Overall results are positive. One study showed a significant reduction of intensity, frequency and duration of headache at posttreatment, compared to a waiting list control group [27]. Hicks et al. [28] found a reduction of abdominal pain and headache with a responder rate of more than 70% compared to 15% in the control group and a three month maintenance of the improvement. In the study of Palermo et al. [29] an improvement of pain intensity and a reduction of disability was reached and maintained at a three-month follow-up. A responder rate of 63%–55% was found in a three armed study design with CBT, relaxation training and pain education at three months follow-up without any significant differences between the conditions, whereas a significantly greater improvement was observed at post treatment, favouring CBT [30].
The low number of n and the high dropout rate in some studies still limit the evaluation of significance of these results regarding the general efficacy and cost effectiveness of this type of intervention.

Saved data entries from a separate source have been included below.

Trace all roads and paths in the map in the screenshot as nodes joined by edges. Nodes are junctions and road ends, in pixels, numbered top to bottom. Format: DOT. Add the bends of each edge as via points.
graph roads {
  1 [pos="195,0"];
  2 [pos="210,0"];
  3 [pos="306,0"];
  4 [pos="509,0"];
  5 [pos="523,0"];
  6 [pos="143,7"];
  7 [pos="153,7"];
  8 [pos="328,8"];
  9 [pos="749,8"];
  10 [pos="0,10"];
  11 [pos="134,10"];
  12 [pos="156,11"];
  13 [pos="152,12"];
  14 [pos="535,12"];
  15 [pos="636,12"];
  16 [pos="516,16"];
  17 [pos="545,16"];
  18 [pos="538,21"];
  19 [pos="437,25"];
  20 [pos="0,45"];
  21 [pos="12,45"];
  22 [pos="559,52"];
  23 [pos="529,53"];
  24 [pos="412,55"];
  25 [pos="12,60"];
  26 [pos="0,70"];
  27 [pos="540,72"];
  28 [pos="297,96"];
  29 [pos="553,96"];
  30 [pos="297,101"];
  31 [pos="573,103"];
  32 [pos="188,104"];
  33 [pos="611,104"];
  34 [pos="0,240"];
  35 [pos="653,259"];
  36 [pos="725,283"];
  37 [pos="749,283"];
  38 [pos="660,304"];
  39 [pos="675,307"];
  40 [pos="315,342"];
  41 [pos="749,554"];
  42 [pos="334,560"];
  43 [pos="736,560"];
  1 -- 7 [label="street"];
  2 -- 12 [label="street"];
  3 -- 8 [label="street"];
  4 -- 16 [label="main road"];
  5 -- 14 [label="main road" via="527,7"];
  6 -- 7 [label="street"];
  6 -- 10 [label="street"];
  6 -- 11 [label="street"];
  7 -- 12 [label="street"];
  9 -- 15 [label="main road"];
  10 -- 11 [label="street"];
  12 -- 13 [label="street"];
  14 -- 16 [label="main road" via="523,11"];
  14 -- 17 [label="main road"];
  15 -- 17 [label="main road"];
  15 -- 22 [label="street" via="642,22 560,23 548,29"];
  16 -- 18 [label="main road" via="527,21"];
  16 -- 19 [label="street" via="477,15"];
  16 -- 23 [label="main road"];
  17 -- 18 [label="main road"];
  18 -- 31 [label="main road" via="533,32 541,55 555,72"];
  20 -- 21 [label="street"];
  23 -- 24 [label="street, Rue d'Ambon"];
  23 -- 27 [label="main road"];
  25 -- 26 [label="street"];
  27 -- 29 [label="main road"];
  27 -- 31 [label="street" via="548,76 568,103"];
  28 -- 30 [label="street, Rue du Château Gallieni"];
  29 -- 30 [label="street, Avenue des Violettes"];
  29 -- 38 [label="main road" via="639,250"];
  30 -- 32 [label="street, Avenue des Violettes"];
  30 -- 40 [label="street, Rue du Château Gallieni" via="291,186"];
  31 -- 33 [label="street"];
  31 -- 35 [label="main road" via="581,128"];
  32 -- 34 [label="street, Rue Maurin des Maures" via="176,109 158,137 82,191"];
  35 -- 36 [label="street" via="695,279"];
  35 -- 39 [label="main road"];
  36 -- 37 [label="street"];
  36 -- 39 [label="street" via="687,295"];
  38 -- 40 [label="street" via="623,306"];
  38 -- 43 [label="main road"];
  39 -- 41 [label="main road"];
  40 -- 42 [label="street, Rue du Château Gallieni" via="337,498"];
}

Conclusions and Perspectives
An abundance of studies supported an association of paediatric pain, including headache, with psychological traits, especially negative affectivity indicated by internalizing and also externalizing symptoms. Although a slightly higher prevalence of mental disorders in children with recurrent pain has been found severe psychopathogy is rare. Headache is also associated with psychosocial stressors like a negative family climate or school stress. The cognitive emotional processing of pain, such as catastrophizing, influences pain experience and also disability. Also, traits, such as anxiety sensitivity or somatosensory amplification, moderate a child’s competence to cope with pain. Thus, in a clinical context with children seeking help for their pain, psychological assessment should be implemented and psychological treatment should be considered if a child is emotionally or functionally debilitated by pain and there is a distinct interference with social activities in terms of school, family or peers.

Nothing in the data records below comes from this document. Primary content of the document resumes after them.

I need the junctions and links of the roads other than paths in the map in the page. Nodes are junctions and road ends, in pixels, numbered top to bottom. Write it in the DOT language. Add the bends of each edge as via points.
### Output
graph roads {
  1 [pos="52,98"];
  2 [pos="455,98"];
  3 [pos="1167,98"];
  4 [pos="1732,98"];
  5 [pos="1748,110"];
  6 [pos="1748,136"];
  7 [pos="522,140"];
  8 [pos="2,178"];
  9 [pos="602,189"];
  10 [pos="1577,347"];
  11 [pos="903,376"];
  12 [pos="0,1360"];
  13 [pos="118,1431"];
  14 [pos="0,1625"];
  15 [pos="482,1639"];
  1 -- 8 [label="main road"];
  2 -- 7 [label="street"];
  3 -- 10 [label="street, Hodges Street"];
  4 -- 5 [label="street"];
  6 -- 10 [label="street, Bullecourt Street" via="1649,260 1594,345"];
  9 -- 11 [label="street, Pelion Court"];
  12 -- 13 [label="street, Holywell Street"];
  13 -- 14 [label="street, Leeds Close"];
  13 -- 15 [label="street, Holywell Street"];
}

Psychological treatments have shown their efficacy in reducing headache both in the short and long run. Although there are no studies with a follow-up of several years, it may be assumed that early psychological treatment can be seen as a preventive action. These types of treatment may also strengthen self-efficacy beliefs regarding health that an individual can profit from in further life.
However, some limitations have to be noted. The mechanisms of treatment are not yet uncovered as no real differences are revealed among different treatments. The specific indication of treatments, such as BFB, RT or CBT, is not known. A large disadvantage is that these treatments are not available for the majority of children but are limited to specific treatment centres. Also, in public opinion, medical discipline is valued much more than a psychological approach to somatic pain disorder. This seems to be especially the case in adolescents. Only very few youths aged 15–19 years and older have enrolled in treatment studies so far. Whether self-management treatments presented by the Internet are a way out of this dilemma is not yet proven.
The author invests some hope in the further development of Internet based self-management programs, which have to be made much more attractive technically and must increasingly refine their motivational power. In consequence, more effort should be invested to improve these treatment alternatives and to expand this research area.